> **Available records**
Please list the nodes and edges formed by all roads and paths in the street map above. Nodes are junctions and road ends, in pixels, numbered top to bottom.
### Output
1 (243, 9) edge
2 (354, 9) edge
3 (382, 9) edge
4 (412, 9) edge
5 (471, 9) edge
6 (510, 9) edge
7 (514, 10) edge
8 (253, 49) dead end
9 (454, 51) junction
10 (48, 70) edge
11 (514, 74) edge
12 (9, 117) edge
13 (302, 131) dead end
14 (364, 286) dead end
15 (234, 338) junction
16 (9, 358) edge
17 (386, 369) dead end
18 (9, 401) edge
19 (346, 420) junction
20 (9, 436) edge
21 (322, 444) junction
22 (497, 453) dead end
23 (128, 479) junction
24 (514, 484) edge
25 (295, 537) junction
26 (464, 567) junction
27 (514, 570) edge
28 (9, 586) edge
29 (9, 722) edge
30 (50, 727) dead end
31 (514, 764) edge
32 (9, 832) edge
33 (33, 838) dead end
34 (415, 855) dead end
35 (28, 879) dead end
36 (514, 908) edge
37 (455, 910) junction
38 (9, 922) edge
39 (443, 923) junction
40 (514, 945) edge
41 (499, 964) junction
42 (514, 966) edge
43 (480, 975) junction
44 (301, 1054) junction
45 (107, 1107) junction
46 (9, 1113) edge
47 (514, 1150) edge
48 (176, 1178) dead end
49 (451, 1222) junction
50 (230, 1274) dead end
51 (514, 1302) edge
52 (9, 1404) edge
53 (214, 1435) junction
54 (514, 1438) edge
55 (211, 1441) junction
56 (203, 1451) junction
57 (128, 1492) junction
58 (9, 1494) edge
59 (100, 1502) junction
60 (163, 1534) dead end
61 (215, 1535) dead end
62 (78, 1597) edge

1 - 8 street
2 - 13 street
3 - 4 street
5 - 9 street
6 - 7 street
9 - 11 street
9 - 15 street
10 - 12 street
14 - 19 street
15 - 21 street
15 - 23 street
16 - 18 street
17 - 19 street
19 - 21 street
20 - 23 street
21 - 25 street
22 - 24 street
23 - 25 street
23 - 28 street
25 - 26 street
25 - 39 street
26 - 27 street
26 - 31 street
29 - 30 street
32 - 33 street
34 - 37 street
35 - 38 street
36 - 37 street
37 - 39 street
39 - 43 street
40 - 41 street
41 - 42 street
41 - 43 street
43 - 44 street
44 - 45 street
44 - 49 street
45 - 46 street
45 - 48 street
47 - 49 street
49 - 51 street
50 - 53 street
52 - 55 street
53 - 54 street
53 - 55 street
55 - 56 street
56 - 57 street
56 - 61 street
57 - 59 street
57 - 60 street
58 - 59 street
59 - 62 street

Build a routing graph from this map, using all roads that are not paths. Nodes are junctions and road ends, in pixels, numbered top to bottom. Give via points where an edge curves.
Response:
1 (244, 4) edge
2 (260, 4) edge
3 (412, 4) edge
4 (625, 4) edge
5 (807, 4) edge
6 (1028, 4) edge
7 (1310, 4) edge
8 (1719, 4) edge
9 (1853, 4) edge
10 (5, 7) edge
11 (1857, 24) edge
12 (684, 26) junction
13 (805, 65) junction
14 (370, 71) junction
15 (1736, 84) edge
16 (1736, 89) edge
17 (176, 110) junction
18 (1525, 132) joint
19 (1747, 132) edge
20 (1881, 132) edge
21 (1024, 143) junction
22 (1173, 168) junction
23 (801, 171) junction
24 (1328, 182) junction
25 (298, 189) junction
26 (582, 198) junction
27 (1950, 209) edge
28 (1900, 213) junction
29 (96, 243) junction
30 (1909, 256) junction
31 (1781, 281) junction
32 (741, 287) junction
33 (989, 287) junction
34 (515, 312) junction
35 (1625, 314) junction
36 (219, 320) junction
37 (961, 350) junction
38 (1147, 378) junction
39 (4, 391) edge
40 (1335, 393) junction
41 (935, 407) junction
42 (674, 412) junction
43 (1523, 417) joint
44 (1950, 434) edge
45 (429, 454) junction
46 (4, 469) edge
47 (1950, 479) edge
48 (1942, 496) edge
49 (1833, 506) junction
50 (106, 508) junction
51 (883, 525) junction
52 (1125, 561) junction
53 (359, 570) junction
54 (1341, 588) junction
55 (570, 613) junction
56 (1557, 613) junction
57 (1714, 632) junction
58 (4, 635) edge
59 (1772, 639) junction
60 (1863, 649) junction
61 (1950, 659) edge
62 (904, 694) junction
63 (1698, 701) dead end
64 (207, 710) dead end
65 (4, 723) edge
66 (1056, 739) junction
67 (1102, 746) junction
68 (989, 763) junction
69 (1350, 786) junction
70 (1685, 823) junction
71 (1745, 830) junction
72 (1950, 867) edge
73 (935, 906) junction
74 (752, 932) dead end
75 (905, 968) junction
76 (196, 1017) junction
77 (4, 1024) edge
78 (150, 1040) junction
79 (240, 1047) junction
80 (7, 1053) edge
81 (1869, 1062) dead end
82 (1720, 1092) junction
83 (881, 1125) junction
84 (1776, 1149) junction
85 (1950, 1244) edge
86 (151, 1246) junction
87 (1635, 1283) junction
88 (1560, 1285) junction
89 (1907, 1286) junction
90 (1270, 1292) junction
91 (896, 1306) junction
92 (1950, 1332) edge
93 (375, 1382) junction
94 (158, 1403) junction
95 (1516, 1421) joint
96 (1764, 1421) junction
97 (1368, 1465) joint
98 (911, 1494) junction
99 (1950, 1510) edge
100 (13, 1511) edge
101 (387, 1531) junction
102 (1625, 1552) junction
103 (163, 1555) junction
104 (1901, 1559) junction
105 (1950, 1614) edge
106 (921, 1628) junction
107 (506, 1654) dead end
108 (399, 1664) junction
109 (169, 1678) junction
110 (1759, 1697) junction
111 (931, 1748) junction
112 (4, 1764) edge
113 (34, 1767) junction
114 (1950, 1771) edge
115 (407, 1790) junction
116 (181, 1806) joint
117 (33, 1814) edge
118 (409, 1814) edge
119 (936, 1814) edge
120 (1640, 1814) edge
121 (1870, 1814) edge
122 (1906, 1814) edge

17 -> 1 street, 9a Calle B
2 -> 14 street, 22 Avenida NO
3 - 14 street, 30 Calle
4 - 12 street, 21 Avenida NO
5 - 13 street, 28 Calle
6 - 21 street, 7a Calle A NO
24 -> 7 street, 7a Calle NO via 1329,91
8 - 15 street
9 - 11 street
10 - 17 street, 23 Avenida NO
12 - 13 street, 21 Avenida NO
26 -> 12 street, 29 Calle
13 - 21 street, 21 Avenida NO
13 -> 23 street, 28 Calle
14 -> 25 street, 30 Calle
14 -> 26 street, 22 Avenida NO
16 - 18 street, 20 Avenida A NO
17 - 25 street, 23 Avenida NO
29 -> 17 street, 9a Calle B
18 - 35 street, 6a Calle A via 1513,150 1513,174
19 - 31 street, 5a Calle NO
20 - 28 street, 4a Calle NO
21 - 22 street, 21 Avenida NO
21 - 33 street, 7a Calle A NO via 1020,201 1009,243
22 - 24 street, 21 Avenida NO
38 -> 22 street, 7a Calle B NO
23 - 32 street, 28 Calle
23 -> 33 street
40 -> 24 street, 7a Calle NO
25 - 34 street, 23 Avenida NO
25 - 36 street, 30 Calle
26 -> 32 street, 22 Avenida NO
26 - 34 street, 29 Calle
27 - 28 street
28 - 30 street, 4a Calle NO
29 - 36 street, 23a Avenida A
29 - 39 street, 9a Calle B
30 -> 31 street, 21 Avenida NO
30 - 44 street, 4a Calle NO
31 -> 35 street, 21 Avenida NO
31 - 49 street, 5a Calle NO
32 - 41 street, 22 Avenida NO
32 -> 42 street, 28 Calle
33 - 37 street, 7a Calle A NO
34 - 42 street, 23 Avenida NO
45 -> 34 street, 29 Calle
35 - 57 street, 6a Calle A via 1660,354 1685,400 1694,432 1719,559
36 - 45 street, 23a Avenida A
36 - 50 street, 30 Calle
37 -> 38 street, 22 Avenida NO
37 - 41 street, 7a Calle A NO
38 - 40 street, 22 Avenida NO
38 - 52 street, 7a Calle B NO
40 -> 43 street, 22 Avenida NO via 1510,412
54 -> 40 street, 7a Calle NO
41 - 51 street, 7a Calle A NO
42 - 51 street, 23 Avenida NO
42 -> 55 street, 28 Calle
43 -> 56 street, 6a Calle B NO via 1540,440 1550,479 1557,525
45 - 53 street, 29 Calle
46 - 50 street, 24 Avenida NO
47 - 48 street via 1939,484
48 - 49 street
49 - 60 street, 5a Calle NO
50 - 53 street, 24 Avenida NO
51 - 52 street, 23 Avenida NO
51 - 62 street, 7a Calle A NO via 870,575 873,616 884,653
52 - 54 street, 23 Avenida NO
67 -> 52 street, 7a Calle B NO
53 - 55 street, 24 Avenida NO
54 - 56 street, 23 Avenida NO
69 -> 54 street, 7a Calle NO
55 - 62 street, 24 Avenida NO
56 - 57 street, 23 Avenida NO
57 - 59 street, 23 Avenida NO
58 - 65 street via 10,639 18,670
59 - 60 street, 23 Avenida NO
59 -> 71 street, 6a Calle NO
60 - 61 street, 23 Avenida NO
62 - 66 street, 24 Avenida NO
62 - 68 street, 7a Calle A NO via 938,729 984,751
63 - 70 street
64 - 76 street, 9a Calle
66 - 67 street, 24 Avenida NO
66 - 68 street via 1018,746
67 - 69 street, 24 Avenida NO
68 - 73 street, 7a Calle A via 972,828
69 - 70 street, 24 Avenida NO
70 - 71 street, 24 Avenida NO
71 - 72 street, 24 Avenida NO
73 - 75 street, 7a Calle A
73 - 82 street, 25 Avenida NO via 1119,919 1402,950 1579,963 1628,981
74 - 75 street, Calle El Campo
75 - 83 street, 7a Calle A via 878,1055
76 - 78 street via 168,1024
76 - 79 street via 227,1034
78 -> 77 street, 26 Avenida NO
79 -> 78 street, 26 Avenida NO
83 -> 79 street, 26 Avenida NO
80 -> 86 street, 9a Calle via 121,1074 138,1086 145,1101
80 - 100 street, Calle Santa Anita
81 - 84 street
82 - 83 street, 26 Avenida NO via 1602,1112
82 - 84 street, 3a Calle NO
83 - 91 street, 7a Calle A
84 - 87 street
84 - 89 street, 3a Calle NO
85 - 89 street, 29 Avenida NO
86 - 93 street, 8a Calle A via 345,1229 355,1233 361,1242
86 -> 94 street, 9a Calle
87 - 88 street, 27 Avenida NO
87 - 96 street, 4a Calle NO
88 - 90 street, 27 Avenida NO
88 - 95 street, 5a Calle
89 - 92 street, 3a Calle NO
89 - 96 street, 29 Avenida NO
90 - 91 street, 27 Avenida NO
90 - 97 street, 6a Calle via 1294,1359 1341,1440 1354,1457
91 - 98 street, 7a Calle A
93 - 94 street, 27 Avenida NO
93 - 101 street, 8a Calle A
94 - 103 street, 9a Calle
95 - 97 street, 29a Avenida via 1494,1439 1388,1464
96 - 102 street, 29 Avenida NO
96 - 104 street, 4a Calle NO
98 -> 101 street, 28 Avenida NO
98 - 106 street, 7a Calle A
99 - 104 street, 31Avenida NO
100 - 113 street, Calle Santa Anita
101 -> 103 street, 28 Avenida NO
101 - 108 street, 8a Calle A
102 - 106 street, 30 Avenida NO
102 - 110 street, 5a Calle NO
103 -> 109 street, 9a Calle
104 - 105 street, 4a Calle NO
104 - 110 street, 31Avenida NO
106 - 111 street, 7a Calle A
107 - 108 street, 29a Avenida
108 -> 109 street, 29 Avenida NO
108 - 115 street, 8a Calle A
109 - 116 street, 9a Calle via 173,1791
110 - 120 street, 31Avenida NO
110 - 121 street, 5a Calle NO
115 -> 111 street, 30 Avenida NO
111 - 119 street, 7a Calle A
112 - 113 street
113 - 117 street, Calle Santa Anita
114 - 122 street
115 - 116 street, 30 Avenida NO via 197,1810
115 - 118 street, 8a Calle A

> **What the task requires**
In these entries, some lines may contain the string "numbered". Give the number of such lines and nothing more.

> **Expected output**
2